[Saved data entries]
- - - -

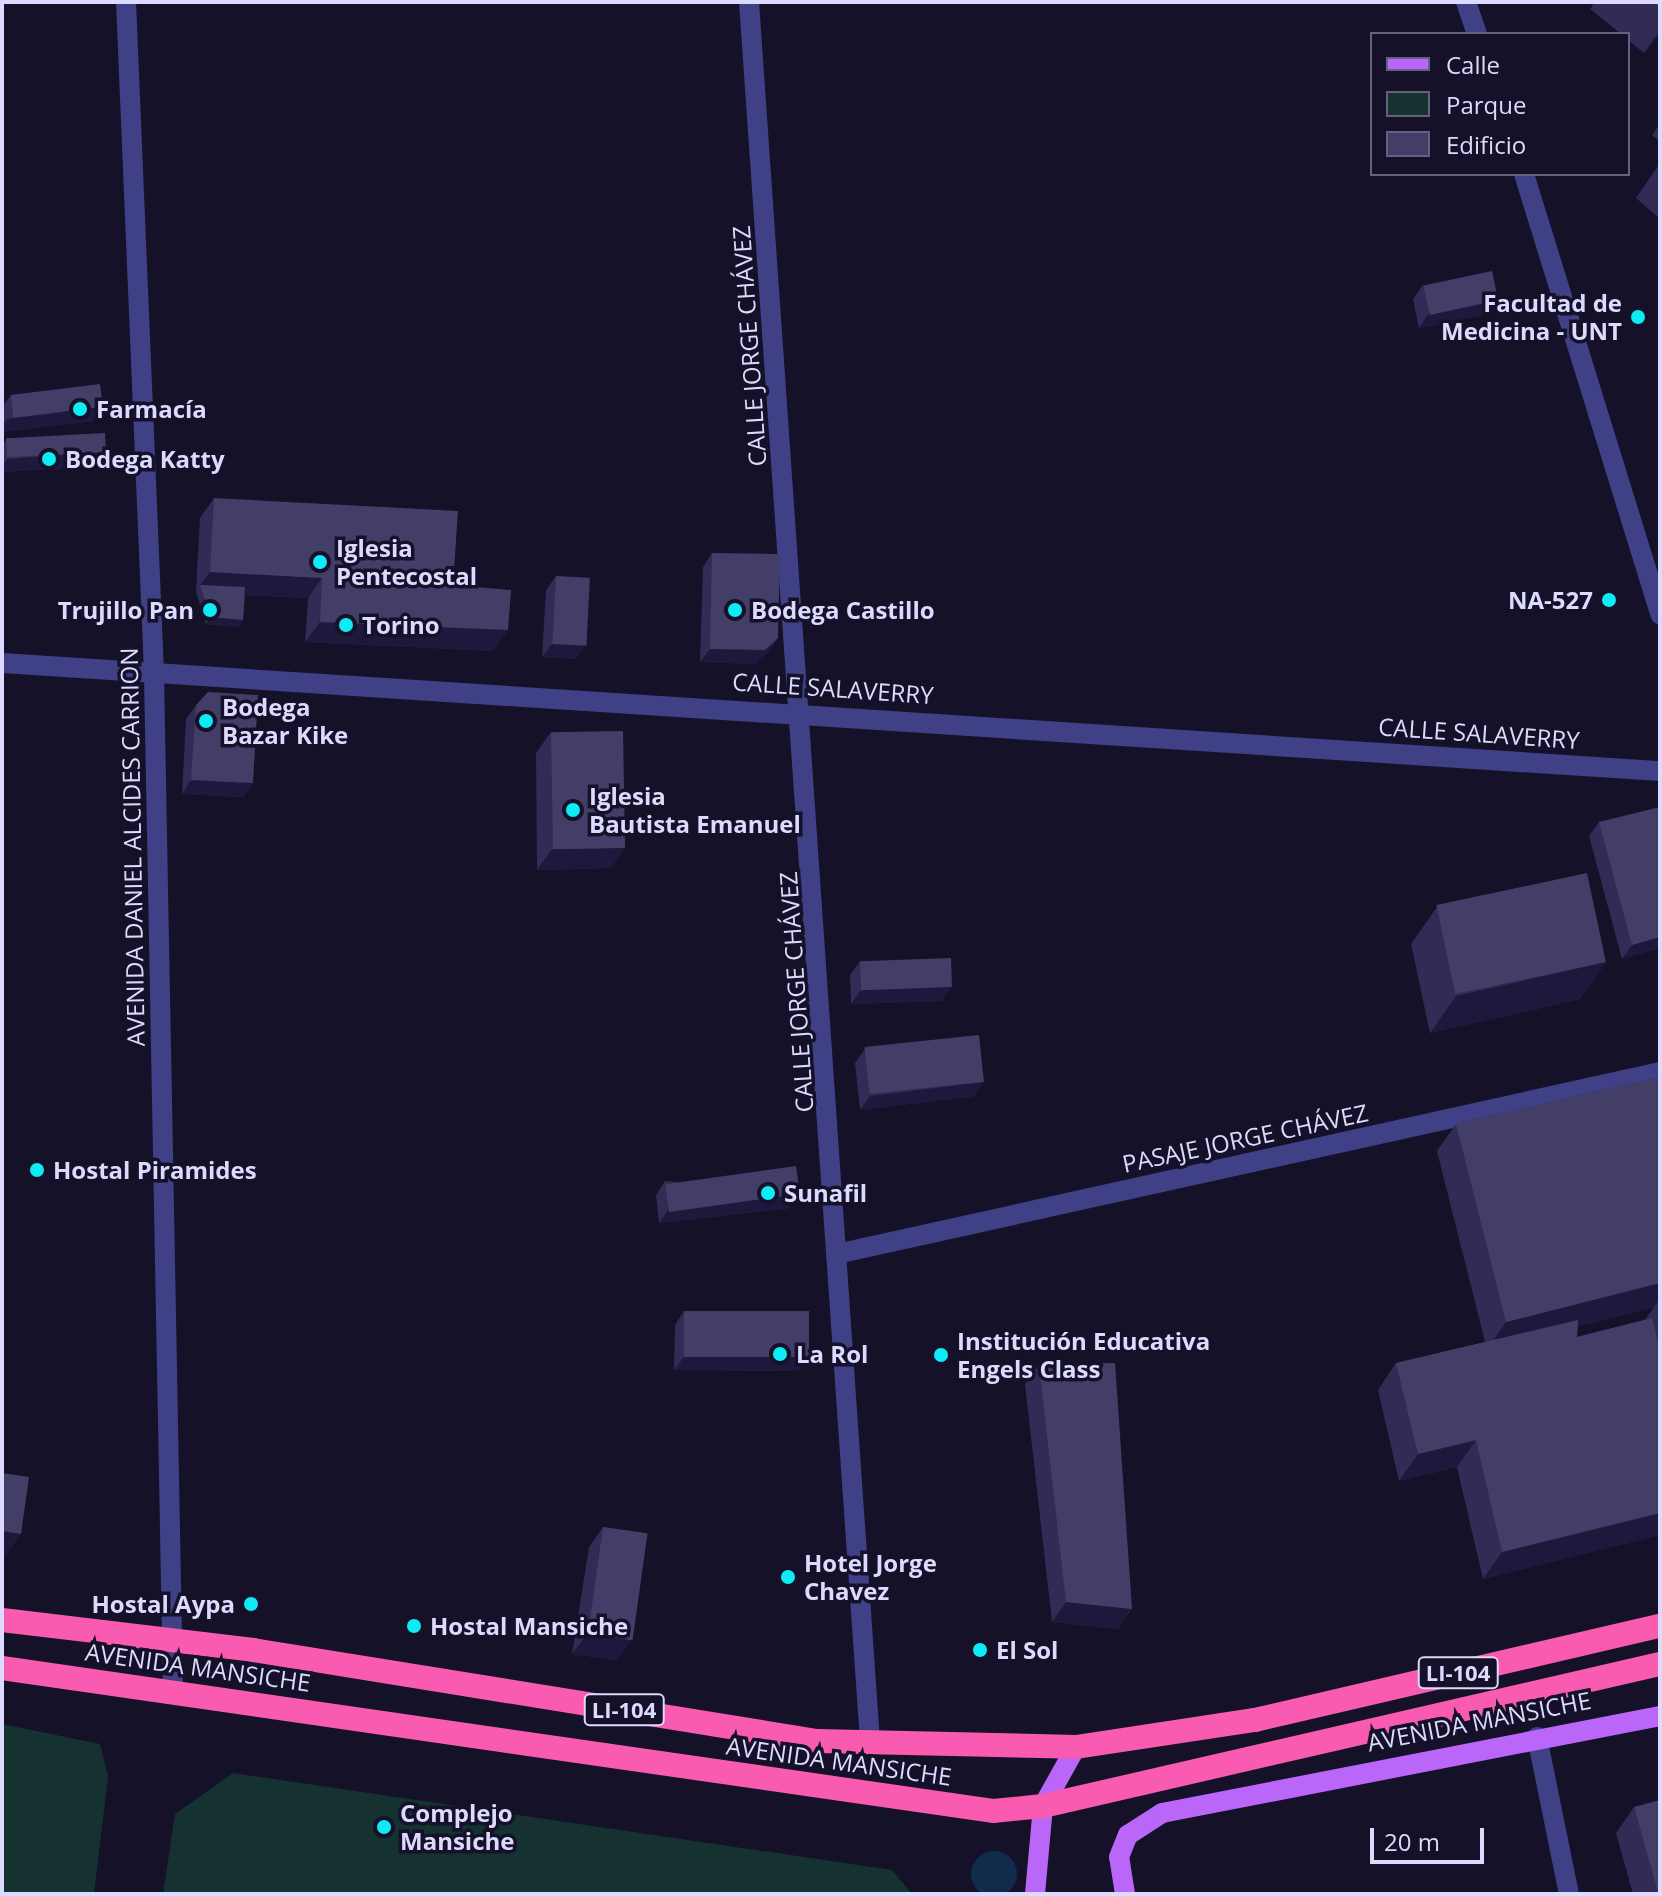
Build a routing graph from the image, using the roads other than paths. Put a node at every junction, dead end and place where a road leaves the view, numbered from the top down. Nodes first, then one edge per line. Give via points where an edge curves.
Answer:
1 (126, 2) edge
2 (749, 2) edge
3 (1466, 2) edge
4 (1476, 32) edge
5 (1525, 176) edge
6 (1660, 614) edge
7 (2, 663) edge
8 (154, 673) junction
9 (802, 711) junction
10 (1660, 771) edge
11 (1660, 1072) edge
12 (841, 1253) junction
13 (2, 1620) edge
14 (1660, 1626) edge
15 (175, 1639) junction
16 (1660, 1664) edge
17 (2, 1668) edge
18 (173, 1691) junction
19 (1660, 1716) edge
20 (1537, 1737) junction
21 (870, 1740) junction
22 (1076, 1747) junction
23 (1043, 1806) junction
24 (1035, 1894) edge
25 (1125, 1894) edge
26 (1569, 1894) edge

1 - 8 street, AVENIDA DANIEL ALCIDES CARRION
2 - 9 street, CALLE JORGE CHÁVEZ
3 - 4 street
5 - 6 street
7 - 8 street, CALLE SALAVERRY
8 - 9 street, CALLE SALAVERRY
8 - 15 street, AVENIDA DANIEL ALCIDES CARRION
9 - 10 street, CALLE SALAVERRY
9 - 12 street, CALLE JORGE CHÁVEZ
11 - 12 street, PASAJE JORGE CHÁVEZ
12 - 21 street, CALLE JORGE CHÁVEZ
13 - 15 highway, AVENIDA MANSICHE / LI-104
14 - 22 highway, AVENIDA MANSICHE / LI-104 via 1255,1720
15 - 18 street, AVENIDA DANIEL ALCIDES CARRION
15 - 21 highway, AVENIDA MANSICHE / LI-104 via 817,1741
16 - 23 highway, AVENIDA MANSICHE
17 - 18 highway, AVENIDA MANSICHE / LI-104
18 - 23 highway, AVENIDA MANSICHE / LI-104 via 993,1811
19 - 20 main road, AVENIDA MANSICHE
20 - 25 main road, AVENIDA MANSICHE via 1162,1813 1128,1835 1119,1857
20 - 26 street
21 - 22 highway, AVENIDA MANSICHE / LI-104
22 - 23 main road
23 - 24 main road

- - - -

Instructions to follow:
Please show every line above that includes the word "MANSICHE".

Answer box:
13 - 15 highway, AVENIDA MANSICHE / LI-104
14 - 22 highway, AVENIDA MANSICHE / LI-104 via 1255,1720
15 - 21 highway, AVENIDA MANSICHE / LI-104 via 817,1741
16 - 23 highway, AVENIDA MANSICHE
17 - 18 highway, AVENIDA MANSICHE / LI-104
18 - 23 highway, AVENIDA MANSICHE / LI-104 via 993,1811
19 - 20 main road, AVENIDA MANSICHE
20 - 25 main road, AVENIDA MANSICHE via 1162,1813 1128,1835 1119,1857
21 - 22 highway, AVENIDA MANSICHE / LI-104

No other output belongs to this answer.